MELIDA TEREZA LUNA-GARCIA DE GARCIA, аlso known as Melida Luna-Garcia, also known as Melina Luna Garcia de Garcia v. WILLIAM P. BARR, U. S. ATTORNEY GENERAL
No. 15-60526
United States Court of Appeals for the Fifth Circuit
April 22, 2019
JENNIFER WALKER ELROD, Circuit Judge
Petitions for Review of Orders of the Board of Immigration Appeals BIA No. A097 831 833
Before JOLLY, ELROD, and WILLETT, Circuit Judges.
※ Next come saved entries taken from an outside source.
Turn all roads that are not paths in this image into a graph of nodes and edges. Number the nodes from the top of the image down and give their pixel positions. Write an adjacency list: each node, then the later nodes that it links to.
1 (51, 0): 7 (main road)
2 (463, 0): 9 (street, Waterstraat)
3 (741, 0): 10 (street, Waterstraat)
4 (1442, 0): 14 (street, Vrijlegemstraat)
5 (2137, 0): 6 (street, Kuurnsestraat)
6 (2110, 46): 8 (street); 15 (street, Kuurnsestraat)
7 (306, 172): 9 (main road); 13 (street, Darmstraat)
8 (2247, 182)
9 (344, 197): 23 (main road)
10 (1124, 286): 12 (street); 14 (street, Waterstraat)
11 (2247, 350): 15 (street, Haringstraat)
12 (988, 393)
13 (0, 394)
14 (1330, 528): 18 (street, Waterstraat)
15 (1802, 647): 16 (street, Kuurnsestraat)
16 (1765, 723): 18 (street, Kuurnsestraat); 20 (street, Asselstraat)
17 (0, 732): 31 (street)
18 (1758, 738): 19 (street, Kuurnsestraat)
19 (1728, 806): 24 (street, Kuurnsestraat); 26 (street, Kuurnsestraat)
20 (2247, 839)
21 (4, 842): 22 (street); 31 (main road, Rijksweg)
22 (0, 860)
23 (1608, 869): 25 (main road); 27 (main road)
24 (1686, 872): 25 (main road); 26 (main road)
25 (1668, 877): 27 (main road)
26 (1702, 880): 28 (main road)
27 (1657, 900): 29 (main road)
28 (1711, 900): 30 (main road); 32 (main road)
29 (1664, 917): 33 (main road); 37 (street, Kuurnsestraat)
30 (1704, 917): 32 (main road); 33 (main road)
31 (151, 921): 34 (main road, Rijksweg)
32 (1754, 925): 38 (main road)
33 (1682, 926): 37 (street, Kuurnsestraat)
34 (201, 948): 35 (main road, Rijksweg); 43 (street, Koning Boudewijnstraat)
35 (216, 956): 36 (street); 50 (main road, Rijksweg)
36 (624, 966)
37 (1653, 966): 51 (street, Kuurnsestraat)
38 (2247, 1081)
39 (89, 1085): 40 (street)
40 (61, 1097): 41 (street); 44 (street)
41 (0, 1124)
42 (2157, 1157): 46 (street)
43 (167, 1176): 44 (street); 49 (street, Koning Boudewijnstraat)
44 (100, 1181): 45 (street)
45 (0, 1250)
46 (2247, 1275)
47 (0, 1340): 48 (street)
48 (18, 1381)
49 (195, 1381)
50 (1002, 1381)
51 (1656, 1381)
Melinda Tereza Luna-Garcia de Garcia, a citizen of Guatemala, petitions for review of her reinstated removal order, the order of the Board оf Immigration Appeals (BIA) denying withholding of removal and protection under the Convention Against Torture (CAT), and the BIA‘s order denying her motion to reopen based on purportedly new evidence. We deny Luna-Garcia‘s petitions for review.
I.
In 2004, Luna-Garcia entered the United States without inspection and was detained by U.S. Customs and Bоrder Protection (Border Patrol) shortly thereafter. The Border Patrol issued a Notice to Appear (NTA) and initiated removal proceedings against Luna-Garcia. On June 10, 2004, an immigration judge (IJ) held a hearing, but Luna-Garcia failed to appear. The IJ found that because Luna-Garcia failed to provide an address at which she could receive notice, no notice could be sent. The IJ subsequently ordered Luna-Garcia to be removed in absentia.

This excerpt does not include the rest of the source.